Tahun lalu, saya ke Grand Canyon dan Sedona di AS. Kedua lokasi ini selalu dikunjungi puluhan juta orang setiap tahunnya. Rammang-rammang baru dikunjungi 50-75 ribu orang setiap tahun.
Mengapa tidak terlalu populer bahkan di Makassar pun?
Mengapa Grand Canyon dan Sedona lebih banyak dikunjungi? Selain sudah fasilitas untuk tamu, agaknya ini juga menyangkut kebiasaan orang Indonesia.
Di Rammang-rammang ada Hotel Eco Lodge yang bagus dan home stay di rumah penduduk. Hotel di Makassar cukup banyak. Jarak dari Makassar ke Rammang-rammang juga terbilang sangat dekat.
Namun saya perhatikan orang Amerika sana lebih memprioritaskan main ke alam bebas daripada “tradisi” orang Indonesia ketika tamasya.

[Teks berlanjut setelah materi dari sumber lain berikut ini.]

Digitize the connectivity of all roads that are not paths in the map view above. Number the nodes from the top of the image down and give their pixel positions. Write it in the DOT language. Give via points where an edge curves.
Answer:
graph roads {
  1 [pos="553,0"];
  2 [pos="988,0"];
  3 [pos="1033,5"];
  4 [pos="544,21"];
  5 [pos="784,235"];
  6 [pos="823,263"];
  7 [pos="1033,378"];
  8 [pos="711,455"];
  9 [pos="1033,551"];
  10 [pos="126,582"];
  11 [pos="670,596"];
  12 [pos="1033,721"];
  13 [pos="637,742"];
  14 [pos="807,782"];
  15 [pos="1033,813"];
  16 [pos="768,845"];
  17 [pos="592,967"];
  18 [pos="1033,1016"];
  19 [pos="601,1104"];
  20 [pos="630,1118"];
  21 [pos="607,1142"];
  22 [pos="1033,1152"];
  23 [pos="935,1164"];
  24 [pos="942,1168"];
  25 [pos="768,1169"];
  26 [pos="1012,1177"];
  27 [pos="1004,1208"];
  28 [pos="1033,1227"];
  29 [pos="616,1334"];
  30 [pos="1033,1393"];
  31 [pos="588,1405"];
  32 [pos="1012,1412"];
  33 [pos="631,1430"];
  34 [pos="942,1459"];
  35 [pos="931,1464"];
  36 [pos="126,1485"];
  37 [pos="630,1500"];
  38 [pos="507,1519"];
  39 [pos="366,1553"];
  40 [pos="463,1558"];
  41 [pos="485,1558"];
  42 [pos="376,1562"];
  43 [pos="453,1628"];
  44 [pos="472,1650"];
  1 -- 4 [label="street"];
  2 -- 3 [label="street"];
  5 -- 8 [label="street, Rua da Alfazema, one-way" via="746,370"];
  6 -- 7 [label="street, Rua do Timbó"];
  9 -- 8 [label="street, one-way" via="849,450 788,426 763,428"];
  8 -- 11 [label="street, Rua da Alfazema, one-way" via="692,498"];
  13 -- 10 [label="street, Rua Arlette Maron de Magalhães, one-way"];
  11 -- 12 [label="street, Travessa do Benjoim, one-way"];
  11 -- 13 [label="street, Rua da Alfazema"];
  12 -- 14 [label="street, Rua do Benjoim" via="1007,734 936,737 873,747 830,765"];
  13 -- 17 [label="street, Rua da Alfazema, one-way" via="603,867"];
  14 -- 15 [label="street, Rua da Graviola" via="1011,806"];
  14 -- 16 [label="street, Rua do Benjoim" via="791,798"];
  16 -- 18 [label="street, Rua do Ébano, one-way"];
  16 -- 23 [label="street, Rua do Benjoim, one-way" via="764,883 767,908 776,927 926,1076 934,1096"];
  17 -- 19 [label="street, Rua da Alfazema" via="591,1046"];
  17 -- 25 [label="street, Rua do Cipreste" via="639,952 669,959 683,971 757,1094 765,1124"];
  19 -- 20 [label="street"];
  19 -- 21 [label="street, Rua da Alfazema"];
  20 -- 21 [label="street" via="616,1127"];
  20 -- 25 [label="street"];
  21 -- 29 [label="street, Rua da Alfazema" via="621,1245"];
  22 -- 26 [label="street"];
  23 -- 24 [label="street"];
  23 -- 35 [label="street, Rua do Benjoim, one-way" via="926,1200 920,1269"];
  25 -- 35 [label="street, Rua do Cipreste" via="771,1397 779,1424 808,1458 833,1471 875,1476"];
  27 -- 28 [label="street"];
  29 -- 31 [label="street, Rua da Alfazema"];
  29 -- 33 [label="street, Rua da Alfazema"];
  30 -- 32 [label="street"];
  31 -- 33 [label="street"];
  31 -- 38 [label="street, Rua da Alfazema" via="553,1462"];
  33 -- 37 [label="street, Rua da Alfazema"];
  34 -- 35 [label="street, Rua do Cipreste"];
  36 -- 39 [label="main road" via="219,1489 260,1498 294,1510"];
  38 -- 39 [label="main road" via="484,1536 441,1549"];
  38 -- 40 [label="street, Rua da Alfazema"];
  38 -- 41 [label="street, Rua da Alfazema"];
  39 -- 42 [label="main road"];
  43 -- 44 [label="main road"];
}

Sering saya lihat orang-orang tua sampai menggendong anak-anak mereka yang masih kecil untuk hiking ke alam. Anak yang besar jalan sendiri. Orang tua-tua juga masih senang rekreasi ke alam. Di banyak tempat sudah disediakan jalur kursi roda dan kemudahan untuk orang tua dan orang berkebutuhan khusus.
Lokasi Rammang-rammang sungguh tidak jauh dari Makassar. Dan saya heran benar, orang-orang di Makassar saja banyak yang tidak pernah -bahkan malah tidak tahu- apa dan di mana Rammang-rammang. Berkali kali sudah saya datang di Makassar dan jarang diajak berkunjung ke Rammang-rammang.
Pagi hari, kami bangun agak subuh untuk melihat matahari terbit. Alangkah indahnya malam yang hening bertaburan bintang yang sangat jelas. Karena di sini tidak ada polusi.
Alangkah indahnya ketika perlahan-lahan sinar matahari mulai tampak semakin terang. Kami meninggalkan Rammang-rammang dengan perasaan bahagia.